David Sigmund (a.k.a. David Ulysses) Proskey, a famous New York stamp and coin dealer and mineral dealer on the side, was born in Wappingers Falls, New York on December 12, 1853, the son of Anna Jane Lynch (an immigrant from Scotland) and Sigismund Proskey (a polish immigrant). He married Machard "Madge" N. van Houten in 1884. Together they had four children (David, Albert, Harold and Elsie). They lived in Paterson, New Jersey from before 1880 to after 1910, moving to North Caldwell, New Jersey by 1920.
Proskey began his career as a coin dealer in 1873, and conducted five auction sales from 1876 to 1887, based on catalogs he prepared for J. W. Scott and Company from 1877 to 1886. In April 1878, Proskey (while still doing work for J. W. Scott) advertised his own business at 765 Broadway, stating that he was a dealer in "coins, medals, tokens and numismatic works. Masonic, Centennial, Washington, Lincoln, Hayes, and Tilden, a specialty. Rare store cards and political medals. Forty-four page Illustrated Catalogue of United States, foreign and ancient Roman silver coins, sent postpaid for 25 cents." (American Journal of Numismatics, April 1878.)
Proskey had a role in creating an 1861 Confederate half dollar restrike in 1879 using an original die to create 500 examples (which today are worth around $7000 each).
By 1884 he was conducting his personal coin business by mail from the office of Proskey Brothers, manufacturers of yellow pine lumber and Cyprus shingles, and general storekeepers.
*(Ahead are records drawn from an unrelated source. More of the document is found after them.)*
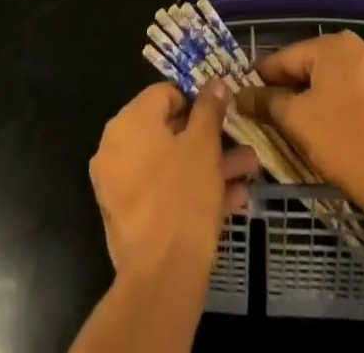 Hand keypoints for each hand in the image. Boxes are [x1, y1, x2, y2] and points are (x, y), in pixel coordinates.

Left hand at [89, 82, 258, 283]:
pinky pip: (163, 192)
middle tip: (240, 140)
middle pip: (169, 131)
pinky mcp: (130, 218)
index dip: (197, 99)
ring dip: (209, 165)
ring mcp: (120, 186)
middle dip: (210, 138)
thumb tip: (214, 83)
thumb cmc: (183, 197)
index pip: (165, 94)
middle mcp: (116, 148)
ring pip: (171, 164)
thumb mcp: (204, 145)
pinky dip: (192, 191)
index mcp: (128, 122)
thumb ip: (209, 108)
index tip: (223, 111)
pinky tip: (233, 200)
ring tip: (248, 170)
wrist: (161, 280)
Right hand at [237, 32, 363, 221]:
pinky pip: (352, 93)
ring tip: (298, 129)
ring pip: (331, 81)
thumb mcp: (298, 122)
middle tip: (269, 119)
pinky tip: (330, 132)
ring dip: (312, 100)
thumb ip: (268, 102)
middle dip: (288, 91)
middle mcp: (356, 47)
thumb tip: (242, 95)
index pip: (284, 58)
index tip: (244, 99)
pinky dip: (336, 107)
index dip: (261, 80)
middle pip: (309, 67)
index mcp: (332, 45)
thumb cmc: (347, 144) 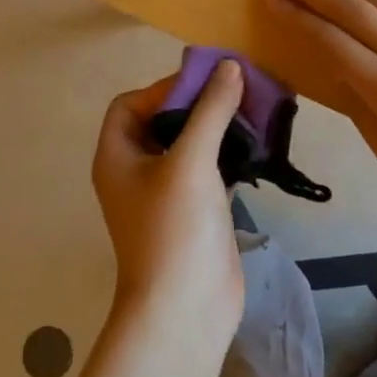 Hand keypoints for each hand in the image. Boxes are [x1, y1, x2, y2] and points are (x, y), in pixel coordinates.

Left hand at [92, 62, 246, 349]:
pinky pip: (210, 168)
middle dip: (198, 103)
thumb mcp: (191, 161)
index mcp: (118, 156)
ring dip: (218, 126)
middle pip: (163, 120)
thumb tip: (230, 66)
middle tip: (237, 90)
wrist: (186, 311)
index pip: (131, 104)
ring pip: (190, 144)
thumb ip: (211, 110)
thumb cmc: (175, 229)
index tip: (205, 83)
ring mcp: (167, 193)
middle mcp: (137, 171)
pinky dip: (230, 153)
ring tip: (254, 111)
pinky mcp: (195, 211)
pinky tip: (258, 145)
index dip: (164, 88) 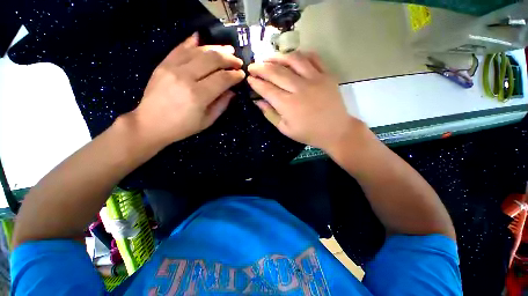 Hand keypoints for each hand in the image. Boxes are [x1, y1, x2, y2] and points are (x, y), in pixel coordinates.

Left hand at [132, 33, 244, 146]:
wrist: (150, 123)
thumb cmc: (182, 126)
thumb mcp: (207, 121)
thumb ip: (222, 104)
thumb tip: (232, 91)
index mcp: (198, 95)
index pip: (222, 78)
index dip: (235, 75)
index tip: (242, 74)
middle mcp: (186, 77)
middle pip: (212, 60)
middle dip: (229, 59)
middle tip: (238, 61)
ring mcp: (172, 68)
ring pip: (198, 51)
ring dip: (216, 48)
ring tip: (227, 49)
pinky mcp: (163, 64)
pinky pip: (180, 48)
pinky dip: (192, 42)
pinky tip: (202, 38)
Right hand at [247, 51, 362, 149]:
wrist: (336, 130)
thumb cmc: (308, 133)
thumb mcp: (285, 129)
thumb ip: (270, 114)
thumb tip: (258, 101)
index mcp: (288, 105)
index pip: (267, 89)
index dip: (256, 83)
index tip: (249, 78)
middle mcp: (299, 88)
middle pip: (276, 72)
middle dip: (261, 68)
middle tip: (253, 66)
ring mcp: (315, 79)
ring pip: (293, 60)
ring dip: (278, 57)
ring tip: (269, 58)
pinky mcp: (327, 75)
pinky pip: (313, 58)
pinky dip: (301, 54)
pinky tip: (293, 56) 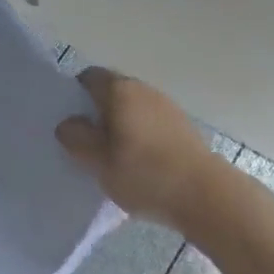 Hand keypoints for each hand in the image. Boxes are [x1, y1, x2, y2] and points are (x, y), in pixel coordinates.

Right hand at [55, 68, 225, 230]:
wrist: (207, 195)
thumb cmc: (146, 174)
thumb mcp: (99, 162)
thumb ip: (77, 139)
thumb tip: (67, 124)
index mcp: (120, 90)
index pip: (89, 77)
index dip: (76, 95)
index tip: (73, 122)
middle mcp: (143, 89)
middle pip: (112, 91)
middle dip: (99, 112)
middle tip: (89, 143)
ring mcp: (166, 106)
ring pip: (133, 108)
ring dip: (122, 125)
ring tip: (115, 158)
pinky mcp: (183, 127)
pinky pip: (151, 123)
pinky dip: (141, 136)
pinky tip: (142, 165)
Around 1887 Prosky left the employ of J. W. Scott and joined with Harlan P. Smith to form the New York Coin and Stamp Company. Smith was the financial backer and Proskey the cataloger and general proprietor. In the January 1895 issue of The Numismatist, Augustus G. Heaton told of a visit to the New York Coin and Stamp Company, noting that on Union Square a large room in the second floor of an imposing building was the office, managed by David Proskey, who was noted as being "still a young man but one of the best numismatic judges of coins in the trade, and very just in valuation." Proskey operated the business, employing a clerk or two to prepare auction catalogs and to handle a large retail stock of coins and stamps as well as minerals, curiosities, and other artifacts.
The partnership was dissolved in November 1901, and Smith died in 1902. Proskey then restarted the business on his own, serving as sole owner and president. After having been located at 853 Broadway for 22 years (since 1889) he moved the business to 8 East 30th Street in 1911.
After Proskey himself died on December 15, 1928, his son, David Verus Proskey, continued the business. By 1940 he had converted the business to an "antique store," both he and his wife Ethel serving as proprietors. They eventually relocated their shop to Morristown, New Jersey, selling "antiques, curios, silver, jewelry, furniture and glass."
David Proskey also collected minerals, and donated specimens to the Paterson Museum in New Jersey. His fabulous coin collection was auctioned posthumously in several parts by Stacks, beginning in January 1939 and continuing periodically until 1944.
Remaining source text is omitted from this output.